◆ **ABOUT THIS TASK**: When the string "Place" occurs in a line of the listing below, return that line.

◆ **STUDY MATERIAL**:
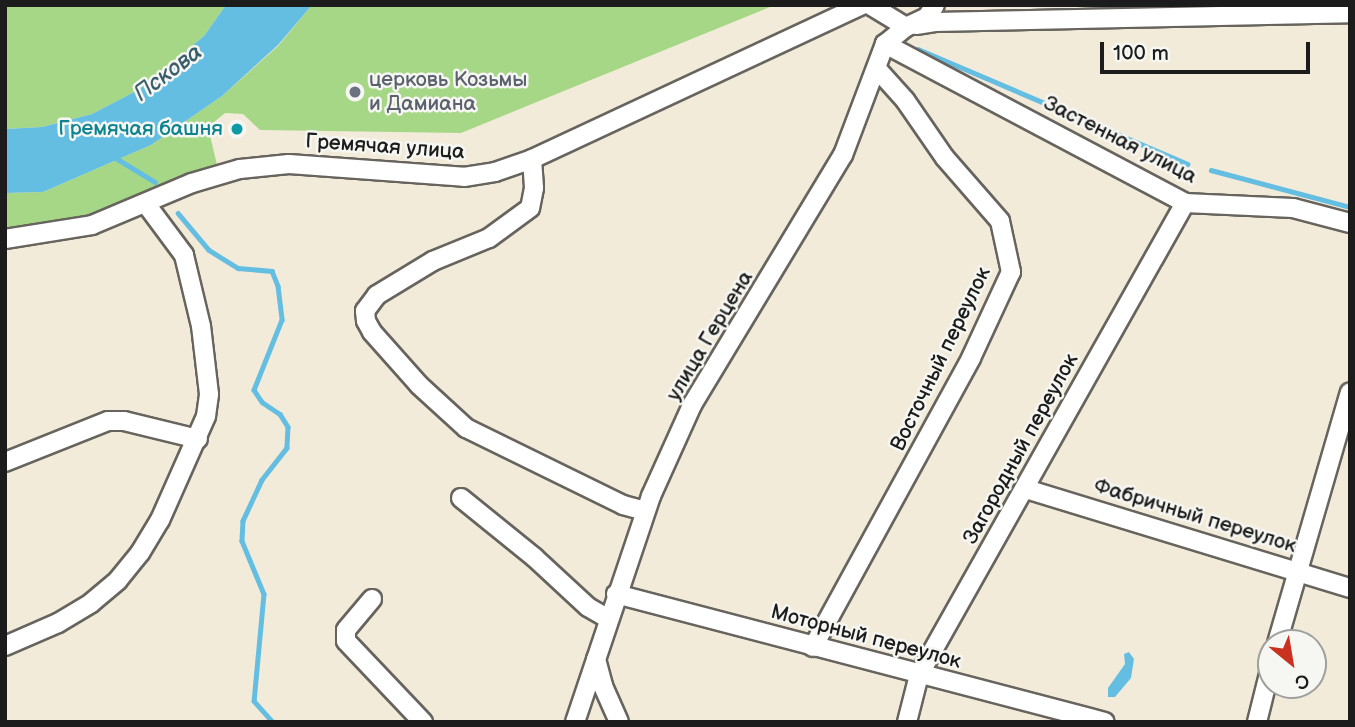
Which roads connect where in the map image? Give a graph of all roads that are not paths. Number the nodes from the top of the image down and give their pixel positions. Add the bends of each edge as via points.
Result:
1 (863, 5) edge
2 (870, 5) edge
3 (935, 5) edge
4 (1284, 10) edge
5 (1350, 13) edge
6 (906, 27) junction
7 (885, 44) junction
8 (877, 69) junction
9 (532, 159) junction
10 (150, 202) junction
11 (1185, 203) junction
12 (1350, 223) edge
13 (5, 239) edge
14 (1350, 392) edge
15 (198, 439) junction
16 (5, 462) edge
17 (1026, 489) junction
18 (461, 498) dead end
19 (645, 511) junction
20 (1296, 571) junction
21 (1350, 588) edge
22 (616, 594) junction
23 (372, 599) dead end
24 (609, 619) junction
25 (1281, 629) edge
26 (5, 646) edge
27 (813, 647) junction
28 (596, 659) junction
29 (919, 675) junction
30 (1263, 699) edge
31 (423, 722) edge
32 (575, 722) edge
33 (619, 722) edge
34 (907, 722) edge
35 (1105, 722) edge
36 (1257, 722) edge

1 - 9 street, Гремячая улица
2 - 6 street
3 - 6 street via 927,17
4 - 5 street
4 - 6 street via 935,22
6 - 7 street
7 - 8 street, улица Герцена
7 - 11 street, Застенная улица
8 - 19 street, улица Герцена via 843,155 692,405
8 - 27 street, Восточный переулок via 1000,221 1011,272 965,370
9 - 10 street, Гремячая улица via 464,177 289,164 240,169
9 - 19 street via 530,208 489,238 433,261 377,295 365,311 366,321 419,385 466,428
10 - 13 street, Гремячая улица via 92,225
10 - 15 street via 184,255 198,313 209,394
11 - 12 street, Застенная улица via 1293,208
11 - 17 street, Загородный переулок
14 - 20 street
15 - 16 street via 108,421
15 - 26 street via 160,520 118,580 58,623
17 - 20 street, Фабричный переулок
17 - 29 street, Загородный переулок
18 - 24 street via 588,607
19 - 22 street, улица Герцена
20 - 21 street, Фабричный переулок
20 - 25 street
22 - 24 street, улица Герцена
22 - 27 street, Моторный переулок
23 - 31 street via 346,630 346,641
24 - 28 street, улица Герцена
27 - 29 street, Моторный переулок
28 - 32 street, улица Герцена
28 - 33 street
29 - 34 street, Загородный переулок
29 - 35 street, Моторный переулок
30 - 36 street

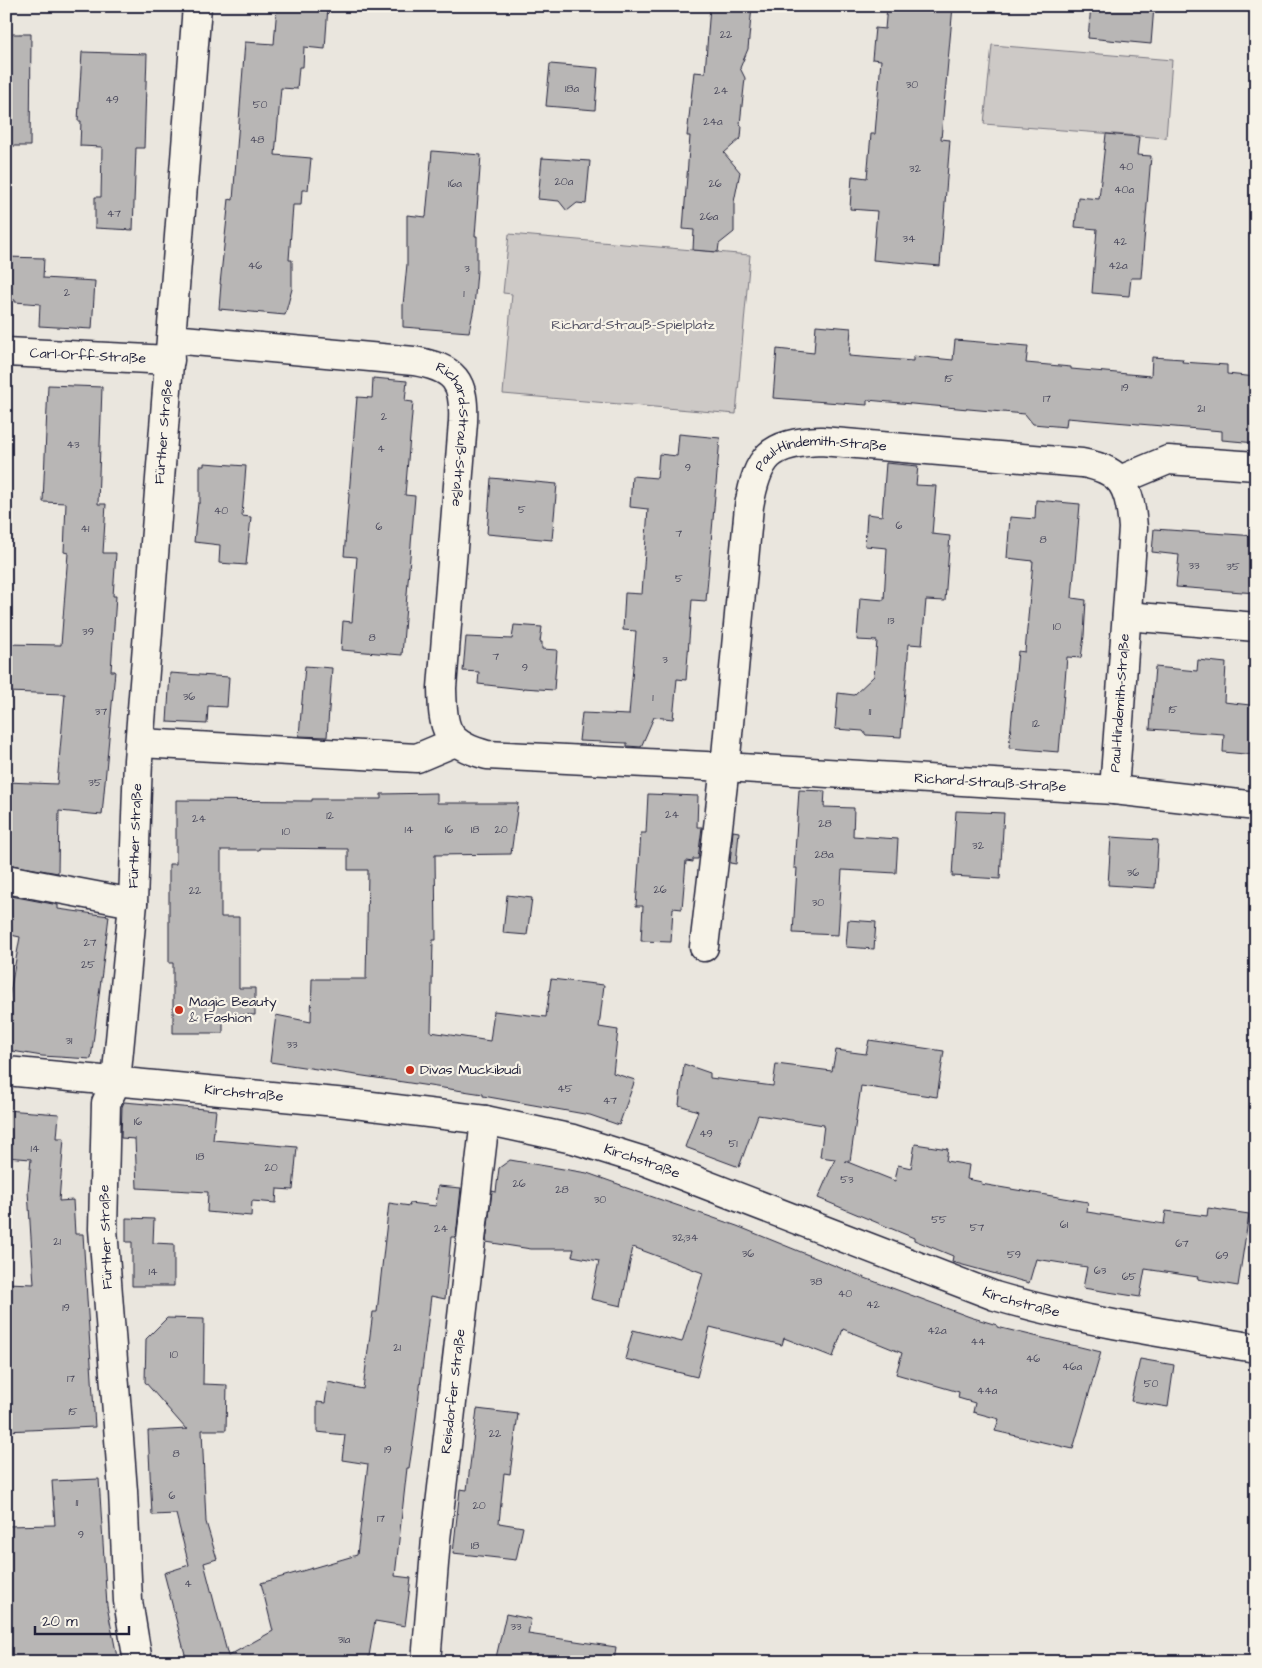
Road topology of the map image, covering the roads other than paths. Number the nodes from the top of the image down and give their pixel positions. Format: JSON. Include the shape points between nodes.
{"nodes":[{"id":1,"x":197,"y":6,"type":"edge"},
{"id":2,"x":171,"y":349,"type":"junction"},
{"id":3,"x":6,"y":352,"type":"edge"},
{"id":4,"x":1256,"y":466,"type":"edge"},
{"id":5,"x":1120,"y":480,"type":"junction"},
{"id":6,"x":1127,"y":616,"type":"junction"},
{"id":7,"x":1256,"y":627,"type":"edge"},
{"id":8,"x":455,"y":742,"type":"junction"},
{"id":9,"x":140,"y":743,"type":"junction"},
{"id":10,"x":725,"y":767,"type":"junction"},
{"id":11,"x":1114,"y":790,"type":"junction"},
{"id":12,"x":1256,"y":806,"type":"edge"},
{"id":13,"x":6,"y":879,"type":"edge"},
{"id":14,"x":133,"y":903,"type":"junction"},
{"id":15,"x":704,"y":947,"type":"dead end"},
{"id":16,"x":6,"y":1071,"type":"edge"},
{"id":17,"x":116,"y":1082,"type":"junction"},
{"id":18,"x":485,"y":1120,"type":"junction"},
{"id":19,"x":1256,"y":1348,"type":"edge"},
{"id":20,"x":138,"y":1662,"type":"edge"},
{"id":21,"x":426,"y":1662,"type":"edge"}],
"edges":[{"from":1,"to":2,"type":"street","name":"Fürther Straße"},
{"from":2,"to":3,"type":"street","name":"Carl-Orff-Straße"},
{"from":2,"to":8,"type":"street","name":"Richard-Strauß-Straße","via":[[414,361],[439,367],[458,381],[464,407],[442,688],[444,714]]},
{"from":2,"to":9,"type":"street","name":"Fürther Straße"},
{"from":4,"to":5,"type":"street","via":[[1168,460]]},
{"from":5,"to":6,"type":"street","name":"Paul-Hindemith-Straße","via":[[1127,492],[1133,528]]},
{"from":5,"to":10,"type":"street","name":"Paul-Hindemith-Straße","via":[[1097,465],[1082,463],[841,443],[794,443],[770,453],[756,475],[749,506]]},
{"from":6,"to":7,"type":"street","name":"Paul-Hindemith-Straße"},
{"from":6,"to":11,"type":"street","name":"Paul-Hindemith-Straße"},
{"from":8,"to":9,"type":"street","via":[[417,758]]},
{"from":8,"to":10,"type":"street","name":"Richard-Strauß-Straße","via":[[487,755]]},
{"from":9,"to":14,"type":"street","name":"Fürther Straße"},
{"from":10,"to":11,"type":"street","name":"Richard-Strauß-Straße"},
{"from":10,"to":15,"type":"street"},
{"from":11,"to":12,"type":"street","name":"Richard-Strauß-Straße"},
{"from":13,"to":14,"type":"street"},
{"from":14,"to":17,"type":"street","name":"Fürther Straße"},
{"from":16,"to":17,"type":"street","name":"Kirchstraße"},
{"from":17,"to":18,"type":"street","name":"Kirchstraße","via":[[375,1106]]},
{"from":17,"to":20,"type":"street","name":"Fürther Straße","via":[[106,1104],[103,1229],[128,1601]]},
{"from":18,"to":19,"type":"street","name":"Kirchstraße","via":[[573,1139],[639,1159],[1022,1304],[1088,1320]]},
{"from":18,"to":21,"type":"street","name":"Reisdorfer Straße","via":[[436,1539]]}]}
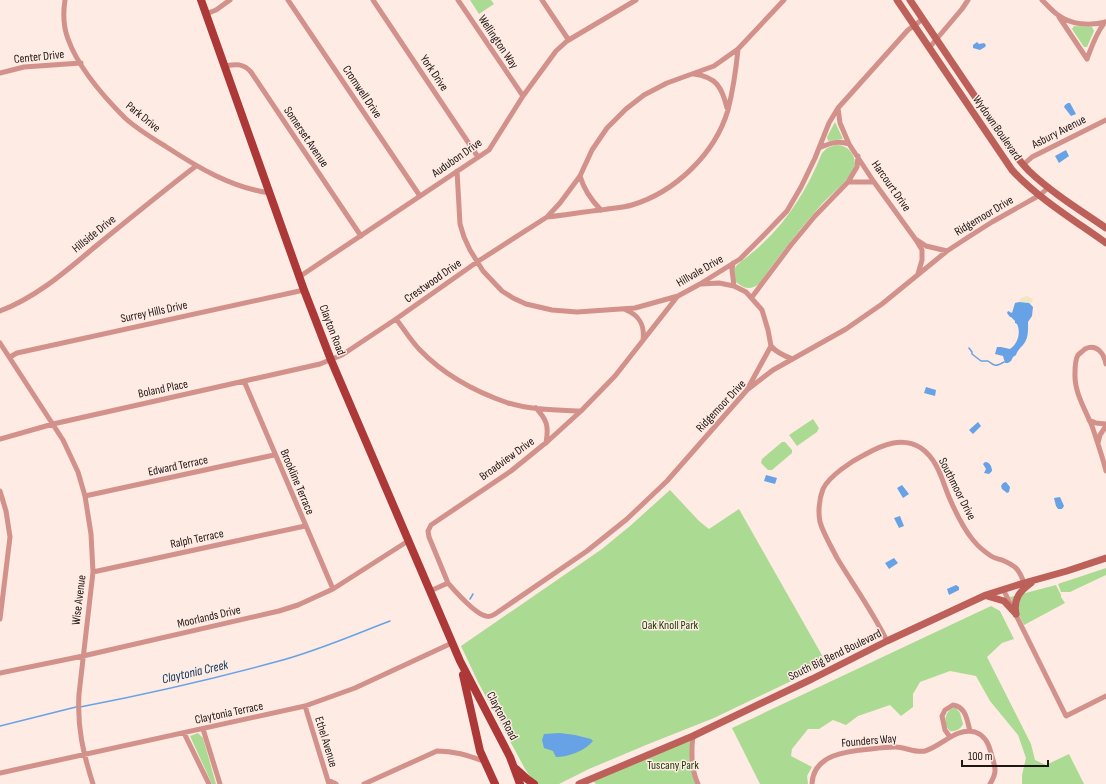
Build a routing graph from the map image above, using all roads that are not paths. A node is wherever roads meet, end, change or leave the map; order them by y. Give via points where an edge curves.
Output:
1 (65, 0) edge
2 (201, 0) edge
3 (230, 0) edge
4 (288, 0) edge
5 (373, 0) edge
6 (458, 0) edge
7 (542, 0) edge
8 (784, 0) edge
9 (897, 0) edge
10 (910, 0) edge
11 (968, 0) edge
12 (1042, 0) edge
13 (633, 1) edge
14 (206, 14) junction
15 (1060, 17) junction
16 (923, 19) junction
17 (1105, 22) edge
18 (914, 25) junction
19 (568, 39) junction
20 (937, 40) junction
21 (929, 48) junction
22 (738, 49) junction
23 (81, 63) junction
24 (225, 66) junction
25 (0, 74) edge
26 (692, 74) junction
27 (522, 96) junction
28 (838, 108) junction
29 (728, 111) junction
30 (1106, 120) edge
31 (849, 144) junction
32 (819, 148) junction
33 (858, 156) junction
34 (478, 157) junction
35 (1023, 164) junction
36 (196, 166) junction
37 (457, 171) junction
38 (580, 176) junction
39 (848, 182) junction
40 (874, 182) junction
41 (1049, 187) junction
42 (270, 193) junction
43 (1040, 195) junction
44 (420, 196) junction
45 (601, 210) junction
46 (547, 217) junction
47 (1106, 228) edge
48 (361, 236) junction
49 (916, 240) junction
50 (1106, 243) edge
51 (947, 251) junction
52 (477, 262) junction
53 (733, 263) junction
54 (918, 274) junction
55 (299, 277) junction
56 (700, 284) junction
57 (734, 286) junction
58 (304, 290) junction
59 (678, 296) junction
60 (752, 297) junction
61 (624, 309) junction
62 (0, 310) edge
63 (396, 319) junction
64 (643, 341) junction
65 (0, 343) edge
66 (771, 346) junction
67 (10, 357) junction
68 (793, 359) junction
69 (331, 360) junction
70 (1106, 364) edge
71 (244, 382) junction
72 (747, 390) junction
73 (536, 408) junction
74 (581, 411) junction
75 (1089, 420) junction
76 (53, 424) junction
77 (1106, 425) edge
78 (0, 439) edge
79 (1098, 442) junction
80 (546, 443) junction
81 (274, 454) junction
82 (1106, 470) edge
83 (0, 491) edge
84 (85, 496) junction
85 (305, 526) junction
86 (408, 541) junction
87 (1106, 558) edge
88 (93, 572) junction
89 (1035, 580) junction
90 (448, 582) junction
91 (1024, 583) junction
92 (333, 589) junction
93 (1003, 589) junction
94 (430, 591) junction
95 (986, 595) junction
96 (1016, 614) junction
97 (0, 619) edge
98 (887, 641) junction
99 (452, 643) junction
100 (83, 656) junction
101 (460, 661) junction
102 (0, 673) edge
103 (1106, 696) edge
104 (305, 706) junction
105 (203, 729) junction
106 (970, 731) junction
107 (184, 733) junction
108 (693, 736) junction
109 (950, 737) junction
110 (83, 754) junction
111 (483, 761) junction
112 (515, 767) junction
113 (0, 773) edge
114 (590, 779) junction
115 (328, 782) edge
116 (93, 784) edge
117 (208, 784) edge
118 (220, 784) edge
119 (336, 784) edge
120 (364, 784) edge
121 (494, 784) edge
122 (520, 784) edge
123 (534, 784) edge
124 (579, 784) edge
125 (596, 784) edge
126 (698, 784) edge
127 (812, 784) edge
128 (990, 784) edge

1 - 23 street, Park Drive via 63,18 66,33
2 - 14 main road, Clayton Road
3 - 14 street
4 - 44 street, Cromwell Drive
5 - 34 street, York Drive
6 - 27 street, Wellington Way
7 - 19 street
8 - 22 street, Crestwood Drive
9 - 18 main road, Wydown Boulevard
10 - 16 main road, Wydown Boulevard
11 - 20 street
12 - 15 street
13 - 19 street, Audubon Drive
14 - 24 main road, Clayton Road
15 - 17 street via 1083,24
15 - 17 street via 1087,60 1099,29
16 - 18 street, Hillvale Drive
16 - 20 main road, Wydown Boulevard
18 - 21 main road, Wydown Boulevard
18 - 28 street, Hillvale Drive
19 - 27 street, Audubon Drive
20 - 21 street
20 - 35 main road, Wydown Boulevard via 1009,148
21 - 43 main road, Wydown Boulevard via 1012,170
22 - 26 street, Crestwood Drive via 714,66
22 - 29 street, Crestwood Drive
23 - 25 street, Center Drive via 24,67
23 - 36 street, Park Drive via 126,119
24 - 42 main road, Clayton Road
24 - 48 street, Somerset Avenue via 242,65 251,72
26 - 29 street via 706,76 715,82 722,90
26 - 38 street, Crestwood Drive via 644,95 626,109 607,128 592,150
27 - 34 street, Audubon Drive via 492,146
28 - 31 street, Harcourt Drive via 840,123
28 - 32 street, Hillvale Drive
29 - 45 street, Crestwood Drive via 717,136 700,160 673,184 652,198 630,206
30 - 35 street, Asbury Avenue
31 - 32 street via 832,142
31 - 33 street, Harcourt Drive
32 - 53 street, Hillvale Drive via 787,211
33 - 39 street via 857,167
33 - 40 street, Harcourt Drive
34 - 37 street, Audubon Drive
35 - 41 main road, Wydown Boulevard
36 - 42 street, Park Drive via 244,188
36 - 62 street, Hillside Drive via 56,278 25,299
37 - 44 street, Audubon Drive
37 - 52 street, Hillvale Drive via 460,224
38 - 45 street via 588,196
38 - 46 street, Crestwood Drive
39 - 40 street
39 - 60 street via 815,216
40 - 49 street, Harcourt Drive
41 - 43 street, Ridgemoor Drive
41 - 47 main road, Wydown Boulevard
42 - 55 main road, Clayton Road
43 - 50 main road, Wydown Boulevard
43 - 51 street, Ridgemoor Drive
44 - 48 street, Audubon Drive
45 - 46 street, Crestwood Drive
46 - 52 street, Crestwood Drive
48 - 55 street, Audubon Drive
49 - 51 street, Harcourt Drive via 936,250
49 - 54 street, Harcourt Drive via 922,250
51 - 54 street, Ridgemoor Drive
52 - 61 street, Hillvale Drive via 492,282 513,298 526,304 577,312
52 - 63 street, Crestwood Drive
53 - 56 street, Hillvale Drive
53 - 57 street
54 - 68 street, Ridgemoor Drive via 846,329
55 - 58 main road, Clayton Road
56 - 57 street via 719,283
56 - 59 street, Hillvale Drive
57 - 60 street
58 - 67 street, Surrey Hills Drive via 17,353
58 - 69 main road, Clayton Road
59 - 61 street, Hillvale Drive
59 - 64 street, Broadview Drive
60 - 66 street via 762,310
61 - 64 street via 639,320 643,329
63 - 69 street, Crestwood Drive
63 - 73 street via 419,350 467,385 509,403
64 - 74 street, Broadview Drive via 616,376
65 - 67 street, Wise Avenue
66 - 68 street via 775,351
66 - 72 street
67 - 76 street, Wise Avenue
68 - 72 street, Ridgemoor Drive
69 - 71 street, Boland Place
69 - 86 main road, Clayton Road
70 - 75 street via 1102,352 1094,347 1083,350 1076,363 1078,394
71 - 76 street, Boland Place
71 - 81 street, Brookline Terrace
72 - 90 street, Ridgemoor Drive via 667,481 627,519 587,551 495,614 481,614
73 - 74 street
73 - 80 street via 544,416 547,426
74 - 80 street, Broadview Drive
75 - 77 street
75 - 79 street
76 - 78 street, Boland Place
76 - 84 street, Wise Avenue via 72,455
77 - 79 street
79 - 82 street
80 - 90 street, Broadview Drive via 431,525 429,537
81 - 84 street, Edward Terrace
81 - 85 street, Brookline Terrace
83 - 97 street via 10,536
84 - 88 street, Wise Avenue
85 - 88 street, Ralph Terrace
85 - 92 street, Brookline Terrace
86 - 92 street, Moorlands Drive
86 - 94 main road, Clayton Road
87 - 89 main road, South Big Bend Boulevard
88 - 100 street, Wise Avenue
89 - 91 main road, South Big Bend Boulevard
89 - 96 main road via 1017,597
90 - 94 street
91 - 93 main road, South Big Bend Boulevard
91 - 98 street, Southmoor Drive via 1019,570 991,556 973,540 949,497 942,476 921,448 908,443 894,442 878,447 836,474 823,489 819,508 820,523 832,549
92 - 100 street, Moorlands Drive via 279,611
93 - 95 main road, South Big Bend Boulevard
93 - 96 street
94 - 99 main road, Clayton Road
95 - 96 main road via 1004,601
95 - 98 main road, South Big Bend Boulevard
96 - 103 street via 1066,716
98 - 108 main road, South Big Bend Boulevard
99 - 101 main road, Clayton Road
99 - 104 street, Claytonia Terrace via 356,688
100 - 102 street, Moorlands Drive
100 - 110 street, Wise Avenue via 78,702
101 - 111 main road, Clayton Road
101 - 112 main road, Clayton Road
104 - 105 street, Claytonia Terrace
104 - 115 street, Ethel Avenue
105 - 107 street, Claytonia Terrace
105 - 118 street
106 - 109 street, Founders Way
106 - 109 street via 962,709 953,705 945,710 942,716 945,730
106 - 128 street via 979,734 990,747 996,769
107 - 110 street, Claytonia Terrace
107 - 117 street
108 - 114 main road, South Big Bend Boulevard
108 - 126 street via 694,775
109 - 127 street, Founders Way via 925,750 896,747 852,750 830,756 819,766 812,778
110 - 113 street, Claytonia Terrace
110 - 116 street, Wise Avenue
111 - 120 street via 463,753 437,751
111 - 121 main road, Clayton Road
112 - 122 main road, Clayton Road
112 - 123 main road
114 - 124 main road, South Big Bend Boulevard
114 - 125 street
115 - 119 street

◆ **EXPECTED ANSWER**:
69 - 71 street, Boland Place
71 - 76 street, Boland Place
76 - 78 street, Boland Place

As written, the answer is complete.